Top of Material to process

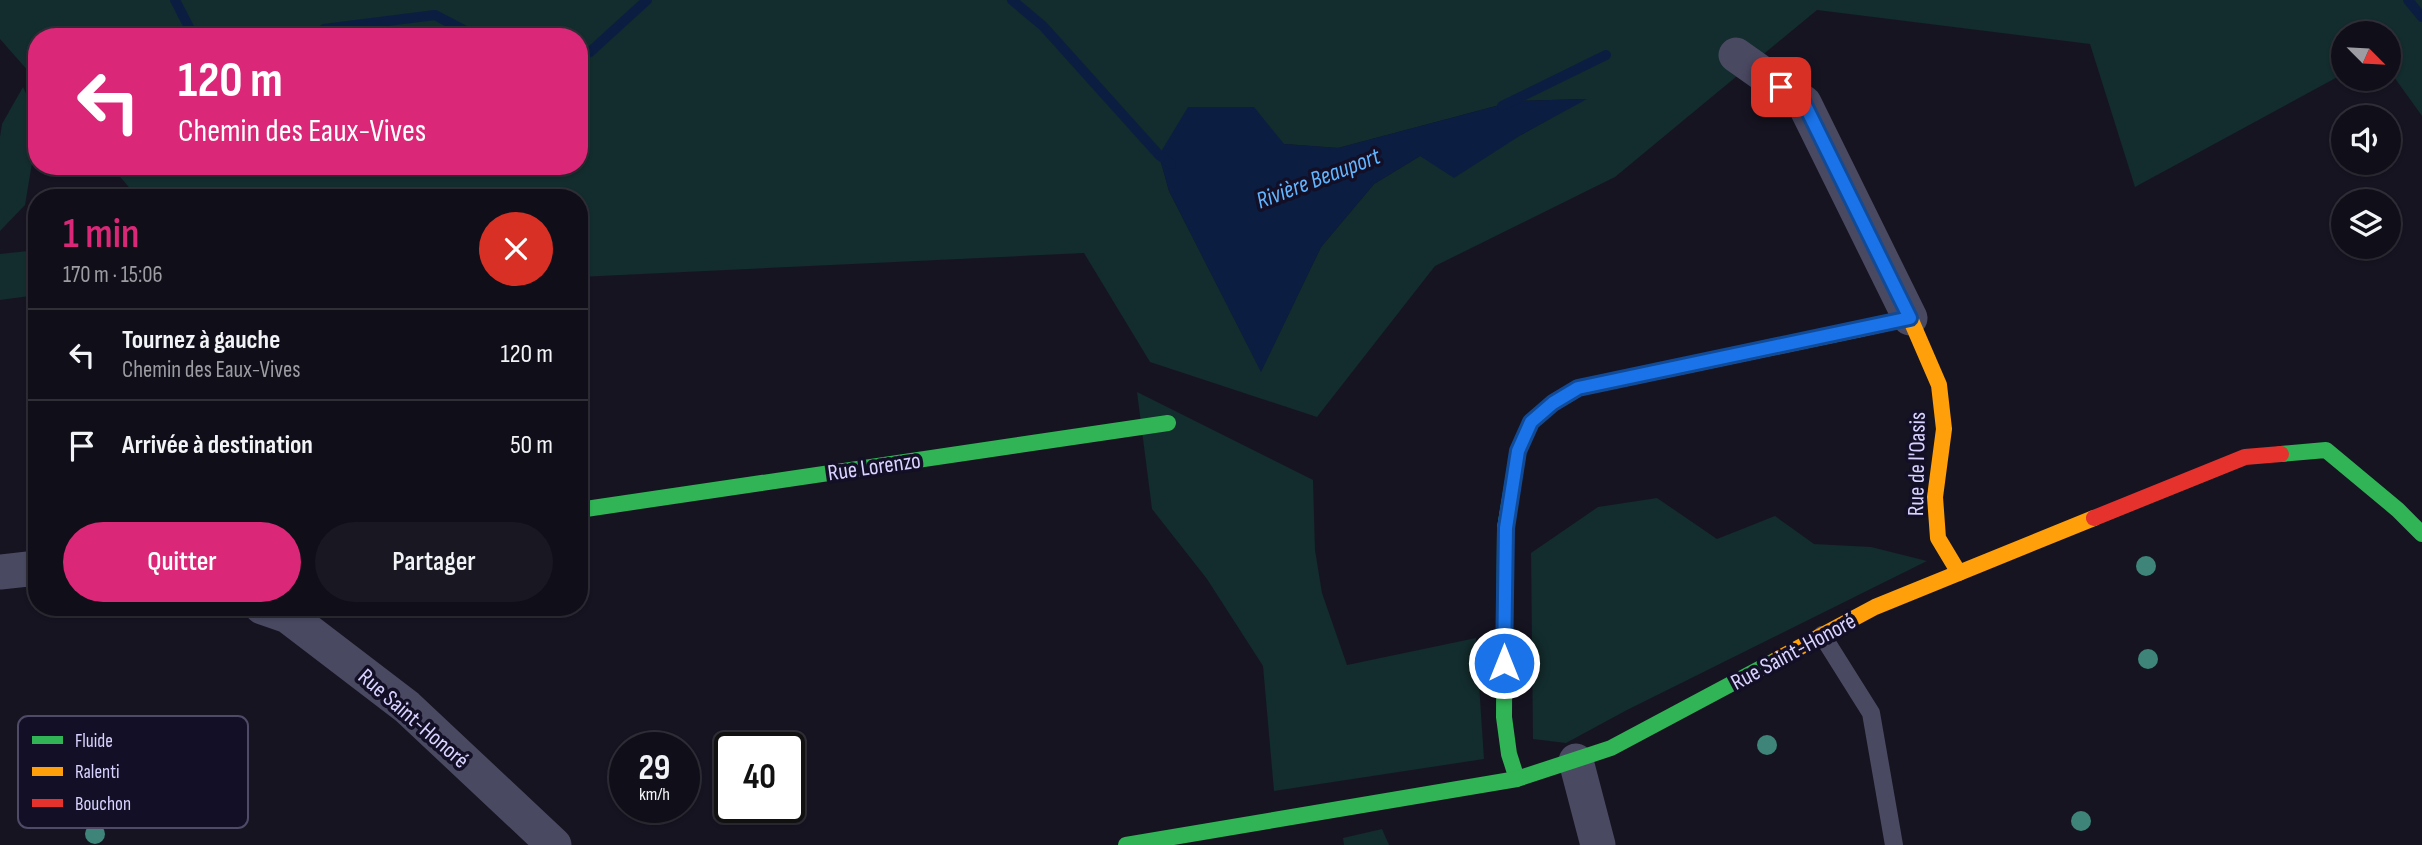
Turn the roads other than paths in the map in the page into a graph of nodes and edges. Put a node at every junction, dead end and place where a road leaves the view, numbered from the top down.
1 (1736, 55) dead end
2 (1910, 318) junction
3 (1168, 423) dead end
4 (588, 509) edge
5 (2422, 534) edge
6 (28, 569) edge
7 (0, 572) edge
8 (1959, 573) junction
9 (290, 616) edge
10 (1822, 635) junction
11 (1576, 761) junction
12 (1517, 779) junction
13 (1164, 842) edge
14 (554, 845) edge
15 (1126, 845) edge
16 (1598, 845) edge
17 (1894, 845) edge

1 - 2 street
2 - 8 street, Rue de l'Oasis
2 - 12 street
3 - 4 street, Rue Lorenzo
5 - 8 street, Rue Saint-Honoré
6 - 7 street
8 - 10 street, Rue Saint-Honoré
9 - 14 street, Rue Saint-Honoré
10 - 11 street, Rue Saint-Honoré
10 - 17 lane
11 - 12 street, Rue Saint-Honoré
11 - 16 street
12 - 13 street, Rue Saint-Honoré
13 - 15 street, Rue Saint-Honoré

Bottom of Material to process

* [Problem statement]
Since only the text is needed, retype the data above exactly and omit the pictures.

* [Output of the exercise]
Turn the roads other than paths in the map in the page into a graph of nodes and edges. Put a node at every junction, dead end and place where a road leaves the view, numbered from the top down.
1 (1736, 55) dead end
2 (1910, 318) junction
3 (1168, 423) dead end
4 (588, 509) edge
5 (2422, 534) edge
6 (28, 569) edge
7 (0, 572) edge
8 (1959, 573) junction
9 (290, 616) edge
10 (1822, 635) junction
11 (1576, 761) junction
12 (1517, 779) junction
13 (1164, 842) edge
14 (554, 845) edge
15 (1126, 845) edge
16 (1598, 845) edge
17 (1894, 845) edge

1 - 2 street
2 - 8 street, Rue de l'Oasis
2 - 12 street
3 - 4 street, Rue Lorenzo
5 - 8 street, Rue Saint-Honoré
6 - 7 street
8 - 10 street, Rue Saint-Honoré
9 - 14 street, Rue Saint-Honoré
10 - 11 street, Rue Saint-Honoré
10 - 17 lane
11 - 12 street, Rue Saint-Honoré
11 - 16 street
12 - 13 street, Rue Saint-Honoré
13 - 15 street, Rue Saint-Honoré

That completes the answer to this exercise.